>>>>>
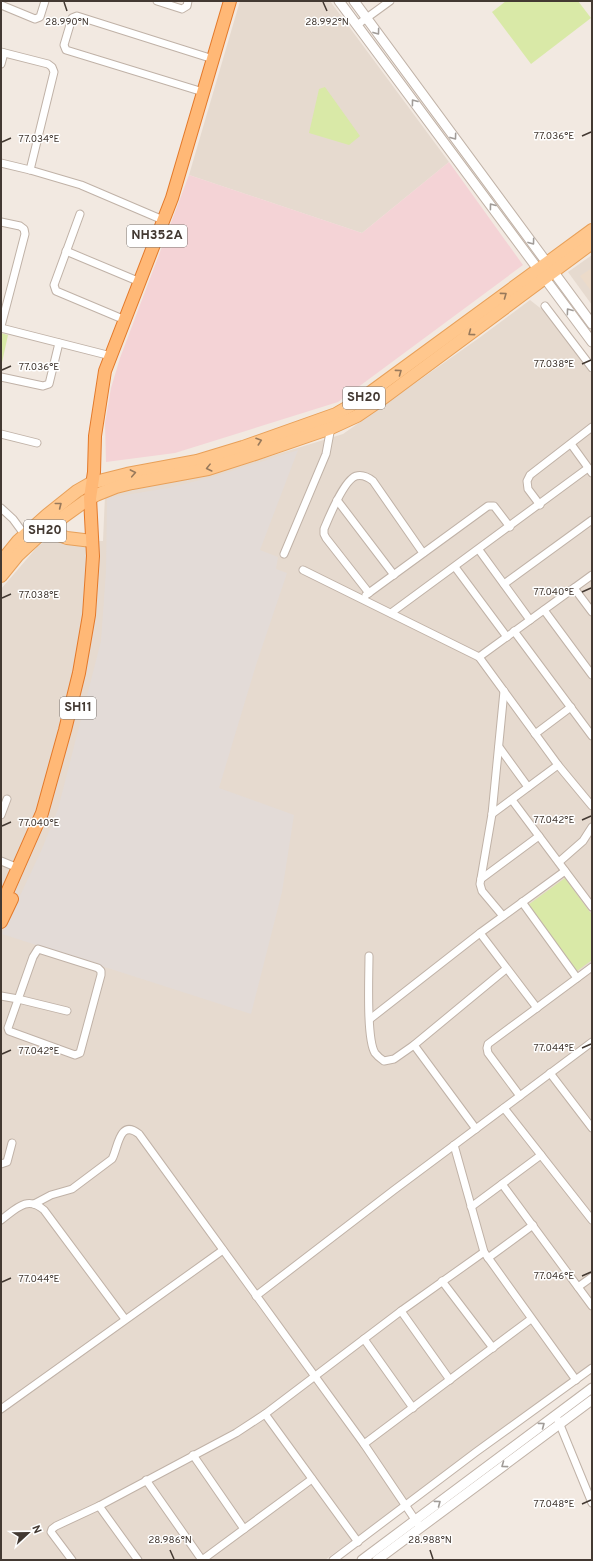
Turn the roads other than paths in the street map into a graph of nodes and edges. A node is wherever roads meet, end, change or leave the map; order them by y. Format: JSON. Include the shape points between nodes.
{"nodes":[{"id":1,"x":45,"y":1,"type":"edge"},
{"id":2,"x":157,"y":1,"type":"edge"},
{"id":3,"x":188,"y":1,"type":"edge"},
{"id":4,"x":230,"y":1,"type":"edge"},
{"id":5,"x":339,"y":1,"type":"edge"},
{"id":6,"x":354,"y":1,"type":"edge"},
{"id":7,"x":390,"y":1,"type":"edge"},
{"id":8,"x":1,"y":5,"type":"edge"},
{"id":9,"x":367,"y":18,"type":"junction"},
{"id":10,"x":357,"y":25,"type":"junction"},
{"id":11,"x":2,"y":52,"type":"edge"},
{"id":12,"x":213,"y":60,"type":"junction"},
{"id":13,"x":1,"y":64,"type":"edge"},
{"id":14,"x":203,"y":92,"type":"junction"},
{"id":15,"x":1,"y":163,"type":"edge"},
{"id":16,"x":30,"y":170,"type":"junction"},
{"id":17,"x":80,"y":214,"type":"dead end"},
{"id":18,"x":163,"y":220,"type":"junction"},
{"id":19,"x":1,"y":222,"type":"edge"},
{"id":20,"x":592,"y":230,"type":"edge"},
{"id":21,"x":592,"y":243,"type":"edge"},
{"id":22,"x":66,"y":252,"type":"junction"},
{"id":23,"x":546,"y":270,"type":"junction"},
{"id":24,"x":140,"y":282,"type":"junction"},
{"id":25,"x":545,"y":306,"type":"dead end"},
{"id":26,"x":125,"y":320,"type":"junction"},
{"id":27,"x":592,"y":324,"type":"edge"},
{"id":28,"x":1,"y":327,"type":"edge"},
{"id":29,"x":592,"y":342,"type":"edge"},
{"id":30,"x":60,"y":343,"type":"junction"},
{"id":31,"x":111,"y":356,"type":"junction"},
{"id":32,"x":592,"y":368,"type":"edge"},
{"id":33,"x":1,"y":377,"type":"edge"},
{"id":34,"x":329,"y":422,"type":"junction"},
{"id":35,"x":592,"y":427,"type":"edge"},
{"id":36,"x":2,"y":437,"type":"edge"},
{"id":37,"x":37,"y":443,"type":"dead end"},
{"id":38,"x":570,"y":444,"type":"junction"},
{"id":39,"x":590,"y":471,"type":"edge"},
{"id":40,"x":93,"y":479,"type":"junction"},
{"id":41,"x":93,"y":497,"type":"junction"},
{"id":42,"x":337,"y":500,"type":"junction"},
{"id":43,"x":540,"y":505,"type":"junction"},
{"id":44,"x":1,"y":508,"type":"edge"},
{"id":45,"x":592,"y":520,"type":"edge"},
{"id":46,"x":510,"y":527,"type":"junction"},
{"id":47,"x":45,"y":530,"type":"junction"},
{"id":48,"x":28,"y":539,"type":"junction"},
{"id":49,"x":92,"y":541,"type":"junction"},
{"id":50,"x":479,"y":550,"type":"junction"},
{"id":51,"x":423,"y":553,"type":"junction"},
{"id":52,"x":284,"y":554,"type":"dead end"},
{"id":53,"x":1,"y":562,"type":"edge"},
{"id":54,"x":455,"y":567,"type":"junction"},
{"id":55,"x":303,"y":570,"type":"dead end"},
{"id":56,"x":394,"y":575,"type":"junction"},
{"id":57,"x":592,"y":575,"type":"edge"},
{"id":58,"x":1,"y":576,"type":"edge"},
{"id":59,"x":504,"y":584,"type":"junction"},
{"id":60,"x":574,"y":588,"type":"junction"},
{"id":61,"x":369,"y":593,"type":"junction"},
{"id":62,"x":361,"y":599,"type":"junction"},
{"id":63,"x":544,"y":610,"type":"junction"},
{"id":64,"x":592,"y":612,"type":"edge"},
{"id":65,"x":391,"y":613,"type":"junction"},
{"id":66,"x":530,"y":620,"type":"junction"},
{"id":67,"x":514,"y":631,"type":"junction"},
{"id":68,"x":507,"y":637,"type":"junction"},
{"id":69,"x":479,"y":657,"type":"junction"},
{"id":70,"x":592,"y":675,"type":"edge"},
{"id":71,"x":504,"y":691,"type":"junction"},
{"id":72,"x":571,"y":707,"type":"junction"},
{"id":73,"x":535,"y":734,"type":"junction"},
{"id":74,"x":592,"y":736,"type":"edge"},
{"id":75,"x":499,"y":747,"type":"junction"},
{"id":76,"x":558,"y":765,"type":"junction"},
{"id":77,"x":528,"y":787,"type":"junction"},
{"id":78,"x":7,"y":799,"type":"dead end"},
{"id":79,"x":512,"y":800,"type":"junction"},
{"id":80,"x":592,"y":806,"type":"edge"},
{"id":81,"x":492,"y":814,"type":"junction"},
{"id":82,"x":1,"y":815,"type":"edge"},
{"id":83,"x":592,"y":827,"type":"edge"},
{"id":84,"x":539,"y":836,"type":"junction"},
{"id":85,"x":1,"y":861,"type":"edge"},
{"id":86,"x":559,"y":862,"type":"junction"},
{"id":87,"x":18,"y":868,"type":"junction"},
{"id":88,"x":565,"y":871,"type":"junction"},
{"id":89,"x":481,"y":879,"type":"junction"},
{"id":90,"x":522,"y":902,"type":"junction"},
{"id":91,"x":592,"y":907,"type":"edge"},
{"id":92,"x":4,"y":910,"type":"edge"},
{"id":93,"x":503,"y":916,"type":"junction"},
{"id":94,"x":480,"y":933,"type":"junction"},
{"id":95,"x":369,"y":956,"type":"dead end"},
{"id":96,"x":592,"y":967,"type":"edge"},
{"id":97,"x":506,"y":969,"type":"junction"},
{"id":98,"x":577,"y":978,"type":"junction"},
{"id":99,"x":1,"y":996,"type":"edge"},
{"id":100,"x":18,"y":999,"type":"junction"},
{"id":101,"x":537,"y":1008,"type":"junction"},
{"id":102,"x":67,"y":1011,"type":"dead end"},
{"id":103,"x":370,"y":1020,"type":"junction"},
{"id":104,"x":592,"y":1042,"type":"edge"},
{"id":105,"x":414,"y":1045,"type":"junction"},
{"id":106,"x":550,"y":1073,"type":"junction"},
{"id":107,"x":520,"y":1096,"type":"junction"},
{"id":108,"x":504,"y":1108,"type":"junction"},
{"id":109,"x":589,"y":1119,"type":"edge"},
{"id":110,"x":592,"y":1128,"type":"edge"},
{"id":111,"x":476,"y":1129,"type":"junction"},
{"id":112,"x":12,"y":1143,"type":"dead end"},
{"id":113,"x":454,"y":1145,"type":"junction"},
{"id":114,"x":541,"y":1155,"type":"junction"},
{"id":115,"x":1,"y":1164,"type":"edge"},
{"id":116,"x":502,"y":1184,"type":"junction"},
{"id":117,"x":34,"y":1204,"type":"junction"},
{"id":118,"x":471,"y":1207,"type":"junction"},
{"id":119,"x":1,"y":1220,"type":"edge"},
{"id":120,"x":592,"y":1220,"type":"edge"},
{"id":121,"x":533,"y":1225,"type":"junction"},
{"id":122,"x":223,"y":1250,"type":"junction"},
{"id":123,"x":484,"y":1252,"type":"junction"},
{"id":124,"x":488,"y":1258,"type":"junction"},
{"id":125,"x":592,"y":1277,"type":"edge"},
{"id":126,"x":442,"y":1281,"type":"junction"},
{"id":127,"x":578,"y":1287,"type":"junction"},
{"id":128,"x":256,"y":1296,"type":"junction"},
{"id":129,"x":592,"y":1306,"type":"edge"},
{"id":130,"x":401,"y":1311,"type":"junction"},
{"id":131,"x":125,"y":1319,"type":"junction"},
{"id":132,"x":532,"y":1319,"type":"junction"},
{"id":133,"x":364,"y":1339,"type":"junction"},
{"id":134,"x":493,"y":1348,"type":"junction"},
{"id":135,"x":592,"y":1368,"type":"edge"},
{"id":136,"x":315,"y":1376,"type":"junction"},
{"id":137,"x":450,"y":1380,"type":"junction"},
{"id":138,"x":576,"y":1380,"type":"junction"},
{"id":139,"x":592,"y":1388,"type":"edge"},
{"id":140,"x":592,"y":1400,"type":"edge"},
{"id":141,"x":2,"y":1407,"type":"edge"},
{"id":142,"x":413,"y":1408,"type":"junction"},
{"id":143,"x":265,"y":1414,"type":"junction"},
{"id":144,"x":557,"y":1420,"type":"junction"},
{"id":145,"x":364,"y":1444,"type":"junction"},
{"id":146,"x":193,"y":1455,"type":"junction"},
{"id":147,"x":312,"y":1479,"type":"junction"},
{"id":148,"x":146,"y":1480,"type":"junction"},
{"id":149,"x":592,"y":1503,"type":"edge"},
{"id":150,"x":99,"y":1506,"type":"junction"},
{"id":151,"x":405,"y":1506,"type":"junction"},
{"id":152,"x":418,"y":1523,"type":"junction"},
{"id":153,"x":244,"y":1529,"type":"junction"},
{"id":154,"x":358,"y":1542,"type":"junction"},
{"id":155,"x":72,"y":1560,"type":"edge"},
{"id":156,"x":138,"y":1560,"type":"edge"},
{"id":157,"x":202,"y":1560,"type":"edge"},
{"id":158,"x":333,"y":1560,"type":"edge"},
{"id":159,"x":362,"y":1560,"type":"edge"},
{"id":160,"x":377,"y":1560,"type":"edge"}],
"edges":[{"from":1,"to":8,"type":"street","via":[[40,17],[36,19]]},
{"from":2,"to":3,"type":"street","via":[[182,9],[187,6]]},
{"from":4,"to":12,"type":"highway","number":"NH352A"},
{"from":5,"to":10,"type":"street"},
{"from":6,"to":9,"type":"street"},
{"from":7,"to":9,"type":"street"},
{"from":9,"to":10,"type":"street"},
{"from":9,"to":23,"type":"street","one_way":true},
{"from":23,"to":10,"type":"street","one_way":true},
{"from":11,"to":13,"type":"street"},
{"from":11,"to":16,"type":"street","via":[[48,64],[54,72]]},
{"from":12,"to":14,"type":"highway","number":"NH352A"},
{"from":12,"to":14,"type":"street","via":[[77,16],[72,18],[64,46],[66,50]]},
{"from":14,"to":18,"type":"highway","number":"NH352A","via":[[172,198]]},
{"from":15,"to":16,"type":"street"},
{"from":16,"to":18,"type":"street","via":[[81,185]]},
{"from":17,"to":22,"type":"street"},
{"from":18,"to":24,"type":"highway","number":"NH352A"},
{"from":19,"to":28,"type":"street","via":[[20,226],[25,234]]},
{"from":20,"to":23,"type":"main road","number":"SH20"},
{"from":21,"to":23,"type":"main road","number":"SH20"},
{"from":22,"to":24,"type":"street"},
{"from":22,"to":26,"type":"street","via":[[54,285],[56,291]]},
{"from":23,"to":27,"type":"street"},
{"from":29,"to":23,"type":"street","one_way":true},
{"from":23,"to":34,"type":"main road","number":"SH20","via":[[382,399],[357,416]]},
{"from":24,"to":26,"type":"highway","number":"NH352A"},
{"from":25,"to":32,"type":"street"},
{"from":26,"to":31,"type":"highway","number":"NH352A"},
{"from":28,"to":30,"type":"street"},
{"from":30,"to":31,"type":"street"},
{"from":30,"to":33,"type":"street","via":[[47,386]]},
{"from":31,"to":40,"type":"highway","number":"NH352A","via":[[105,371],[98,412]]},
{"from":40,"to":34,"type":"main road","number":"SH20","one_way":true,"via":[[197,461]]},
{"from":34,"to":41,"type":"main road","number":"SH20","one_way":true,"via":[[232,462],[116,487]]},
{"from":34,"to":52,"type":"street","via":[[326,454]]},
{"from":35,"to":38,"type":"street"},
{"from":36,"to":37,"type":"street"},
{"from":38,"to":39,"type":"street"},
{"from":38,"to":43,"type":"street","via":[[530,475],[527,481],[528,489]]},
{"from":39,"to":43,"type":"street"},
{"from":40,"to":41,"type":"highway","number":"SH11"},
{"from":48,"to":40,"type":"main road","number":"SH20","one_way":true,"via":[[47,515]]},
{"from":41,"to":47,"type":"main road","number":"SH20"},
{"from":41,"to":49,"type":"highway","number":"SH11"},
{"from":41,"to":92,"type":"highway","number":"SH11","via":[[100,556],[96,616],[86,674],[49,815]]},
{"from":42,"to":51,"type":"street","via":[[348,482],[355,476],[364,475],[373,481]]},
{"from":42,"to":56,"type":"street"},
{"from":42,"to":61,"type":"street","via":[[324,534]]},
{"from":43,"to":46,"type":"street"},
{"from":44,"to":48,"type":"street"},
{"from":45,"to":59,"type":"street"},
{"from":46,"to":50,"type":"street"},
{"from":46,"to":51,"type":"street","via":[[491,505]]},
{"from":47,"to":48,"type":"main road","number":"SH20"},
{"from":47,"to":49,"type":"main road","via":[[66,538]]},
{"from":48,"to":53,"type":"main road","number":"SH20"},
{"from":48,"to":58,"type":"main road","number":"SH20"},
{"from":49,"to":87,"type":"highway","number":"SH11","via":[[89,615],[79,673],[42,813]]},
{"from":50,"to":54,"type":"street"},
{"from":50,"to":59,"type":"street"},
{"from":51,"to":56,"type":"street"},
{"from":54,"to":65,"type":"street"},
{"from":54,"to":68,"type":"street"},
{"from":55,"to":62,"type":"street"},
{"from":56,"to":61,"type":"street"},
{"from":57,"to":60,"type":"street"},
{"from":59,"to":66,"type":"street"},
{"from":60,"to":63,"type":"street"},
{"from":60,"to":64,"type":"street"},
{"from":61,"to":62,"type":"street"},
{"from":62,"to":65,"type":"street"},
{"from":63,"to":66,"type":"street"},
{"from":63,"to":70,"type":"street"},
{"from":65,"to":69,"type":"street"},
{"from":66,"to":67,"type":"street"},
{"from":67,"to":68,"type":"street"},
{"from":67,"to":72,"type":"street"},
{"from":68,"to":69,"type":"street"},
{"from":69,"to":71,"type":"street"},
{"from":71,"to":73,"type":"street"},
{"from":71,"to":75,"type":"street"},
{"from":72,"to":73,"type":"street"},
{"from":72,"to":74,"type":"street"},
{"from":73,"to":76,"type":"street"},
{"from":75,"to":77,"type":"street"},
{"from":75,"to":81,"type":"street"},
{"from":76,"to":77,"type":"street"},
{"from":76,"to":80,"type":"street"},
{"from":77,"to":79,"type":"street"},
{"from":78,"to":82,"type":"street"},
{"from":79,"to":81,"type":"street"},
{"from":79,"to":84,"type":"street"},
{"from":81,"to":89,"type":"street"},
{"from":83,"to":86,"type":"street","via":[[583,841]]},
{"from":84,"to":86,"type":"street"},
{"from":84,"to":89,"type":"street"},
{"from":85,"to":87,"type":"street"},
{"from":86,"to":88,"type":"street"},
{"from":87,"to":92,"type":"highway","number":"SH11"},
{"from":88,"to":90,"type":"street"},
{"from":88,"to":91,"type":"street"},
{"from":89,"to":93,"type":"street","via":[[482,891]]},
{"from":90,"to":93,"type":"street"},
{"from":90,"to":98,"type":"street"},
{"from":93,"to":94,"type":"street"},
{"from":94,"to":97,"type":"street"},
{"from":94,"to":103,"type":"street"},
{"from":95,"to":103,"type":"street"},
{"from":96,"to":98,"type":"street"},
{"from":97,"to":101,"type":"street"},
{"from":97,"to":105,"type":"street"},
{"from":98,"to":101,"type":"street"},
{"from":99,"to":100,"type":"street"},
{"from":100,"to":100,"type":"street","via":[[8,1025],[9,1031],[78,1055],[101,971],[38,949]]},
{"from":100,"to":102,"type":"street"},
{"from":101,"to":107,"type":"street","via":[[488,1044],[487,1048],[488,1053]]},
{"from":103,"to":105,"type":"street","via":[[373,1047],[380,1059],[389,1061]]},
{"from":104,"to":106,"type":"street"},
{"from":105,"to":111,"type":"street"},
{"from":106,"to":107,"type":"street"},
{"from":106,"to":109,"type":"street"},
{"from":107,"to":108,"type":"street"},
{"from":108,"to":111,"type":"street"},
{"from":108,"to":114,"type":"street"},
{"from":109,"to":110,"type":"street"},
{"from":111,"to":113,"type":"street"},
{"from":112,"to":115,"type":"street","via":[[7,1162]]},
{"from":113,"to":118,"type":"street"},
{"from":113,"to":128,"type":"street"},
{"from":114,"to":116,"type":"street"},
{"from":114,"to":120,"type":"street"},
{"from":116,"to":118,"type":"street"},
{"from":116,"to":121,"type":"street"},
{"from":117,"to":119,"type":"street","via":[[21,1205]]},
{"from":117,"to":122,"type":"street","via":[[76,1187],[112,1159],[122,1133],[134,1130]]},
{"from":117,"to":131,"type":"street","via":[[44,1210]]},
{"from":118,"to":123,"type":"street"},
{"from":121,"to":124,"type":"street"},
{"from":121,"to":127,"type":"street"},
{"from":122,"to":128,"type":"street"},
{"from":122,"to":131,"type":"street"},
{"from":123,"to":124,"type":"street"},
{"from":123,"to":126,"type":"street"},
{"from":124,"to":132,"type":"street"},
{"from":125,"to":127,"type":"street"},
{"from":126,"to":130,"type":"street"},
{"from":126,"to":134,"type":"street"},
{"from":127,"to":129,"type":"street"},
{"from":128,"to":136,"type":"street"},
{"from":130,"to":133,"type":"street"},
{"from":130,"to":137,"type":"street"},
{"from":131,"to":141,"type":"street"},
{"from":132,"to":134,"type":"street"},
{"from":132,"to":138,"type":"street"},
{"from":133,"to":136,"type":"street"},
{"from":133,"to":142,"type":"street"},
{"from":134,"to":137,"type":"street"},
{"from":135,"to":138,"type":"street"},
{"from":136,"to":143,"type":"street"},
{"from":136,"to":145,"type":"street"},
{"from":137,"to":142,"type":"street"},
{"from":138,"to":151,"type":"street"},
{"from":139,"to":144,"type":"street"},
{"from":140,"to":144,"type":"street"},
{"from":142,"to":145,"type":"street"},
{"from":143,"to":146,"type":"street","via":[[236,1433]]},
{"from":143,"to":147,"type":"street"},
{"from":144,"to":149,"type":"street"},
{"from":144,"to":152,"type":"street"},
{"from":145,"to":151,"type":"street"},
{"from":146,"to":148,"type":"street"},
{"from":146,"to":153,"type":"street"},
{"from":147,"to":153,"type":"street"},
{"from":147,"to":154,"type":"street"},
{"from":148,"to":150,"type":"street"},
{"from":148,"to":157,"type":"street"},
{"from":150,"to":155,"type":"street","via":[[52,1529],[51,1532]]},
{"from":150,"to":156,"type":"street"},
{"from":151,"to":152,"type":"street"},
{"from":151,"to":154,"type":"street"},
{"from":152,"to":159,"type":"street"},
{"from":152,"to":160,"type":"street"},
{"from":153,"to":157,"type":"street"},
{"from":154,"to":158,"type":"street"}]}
<<<<<
>>>>>
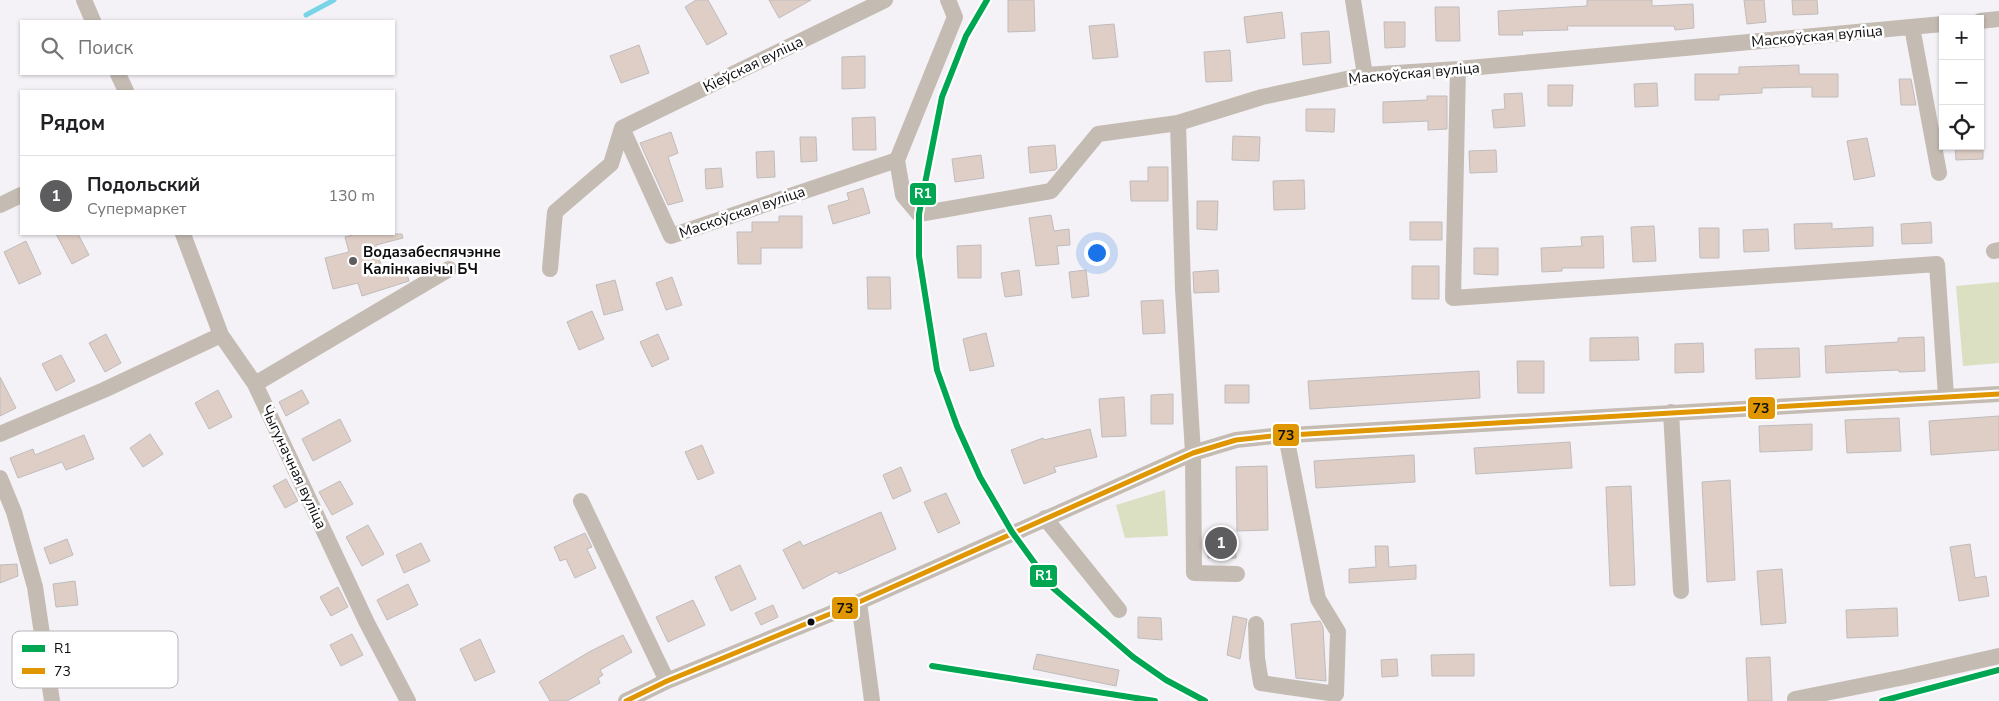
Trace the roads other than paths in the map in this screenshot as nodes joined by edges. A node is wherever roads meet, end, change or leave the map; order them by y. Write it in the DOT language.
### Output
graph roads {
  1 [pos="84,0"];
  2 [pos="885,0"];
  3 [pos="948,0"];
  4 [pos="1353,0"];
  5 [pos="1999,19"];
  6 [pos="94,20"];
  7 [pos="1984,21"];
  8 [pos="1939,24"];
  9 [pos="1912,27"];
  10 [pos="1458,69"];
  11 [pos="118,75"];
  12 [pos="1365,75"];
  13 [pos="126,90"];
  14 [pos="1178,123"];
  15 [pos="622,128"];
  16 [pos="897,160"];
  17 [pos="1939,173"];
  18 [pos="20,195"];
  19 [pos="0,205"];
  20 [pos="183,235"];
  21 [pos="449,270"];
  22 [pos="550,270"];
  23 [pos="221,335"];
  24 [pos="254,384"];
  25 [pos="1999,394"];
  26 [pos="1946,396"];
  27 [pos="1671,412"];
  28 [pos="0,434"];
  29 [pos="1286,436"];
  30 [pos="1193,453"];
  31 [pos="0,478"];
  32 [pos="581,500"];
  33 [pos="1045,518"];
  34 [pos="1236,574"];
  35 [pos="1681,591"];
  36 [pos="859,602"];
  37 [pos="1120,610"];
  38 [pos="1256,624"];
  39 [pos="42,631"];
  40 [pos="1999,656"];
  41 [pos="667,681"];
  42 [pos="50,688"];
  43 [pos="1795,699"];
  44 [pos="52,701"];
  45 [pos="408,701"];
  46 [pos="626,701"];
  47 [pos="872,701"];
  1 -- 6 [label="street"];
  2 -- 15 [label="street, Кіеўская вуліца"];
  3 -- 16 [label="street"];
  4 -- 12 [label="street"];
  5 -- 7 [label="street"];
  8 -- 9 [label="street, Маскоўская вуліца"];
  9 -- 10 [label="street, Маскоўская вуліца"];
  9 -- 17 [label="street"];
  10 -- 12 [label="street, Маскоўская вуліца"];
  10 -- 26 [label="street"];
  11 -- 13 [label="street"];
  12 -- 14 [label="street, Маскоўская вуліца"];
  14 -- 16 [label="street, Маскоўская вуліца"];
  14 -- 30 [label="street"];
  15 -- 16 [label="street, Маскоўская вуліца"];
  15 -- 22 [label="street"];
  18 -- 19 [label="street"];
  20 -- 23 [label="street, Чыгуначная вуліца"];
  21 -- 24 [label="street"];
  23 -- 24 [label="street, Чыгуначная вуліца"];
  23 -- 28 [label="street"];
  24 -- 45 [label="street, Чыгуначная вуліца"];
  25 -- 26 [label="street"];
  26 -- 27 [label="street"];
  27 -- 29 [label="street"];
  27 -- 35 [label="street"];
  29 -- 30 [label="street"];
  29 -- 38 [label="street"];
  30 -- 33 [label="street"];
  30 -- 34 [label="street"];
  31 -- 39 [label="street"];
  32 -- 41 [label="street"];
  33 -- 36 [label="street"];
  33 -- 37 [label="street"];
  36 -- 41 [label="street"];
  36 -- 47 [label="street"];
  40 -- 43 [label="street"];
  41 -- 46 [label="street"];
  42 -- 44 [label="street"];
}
<<<<<
ASSIGNMENT: In which lines of the records does the word "nodes" appear? Copy each of them.

SOLUTION:
Turn the roads other than paths in the street map into a graph of nodes and edges. A node is wherever roads meet, end, change or leave the map; order them by y. Format: JSON. Include the shape points between nodes.
{"nodes":[{"id":1,"x":45,"y":1,"type":"edge"},
Trace the roads other than paths in the map in this screenshot as nodes joined by edges. A node is wherever roads meet, end, change or leave the map; order them by y. Write it in the DOT language.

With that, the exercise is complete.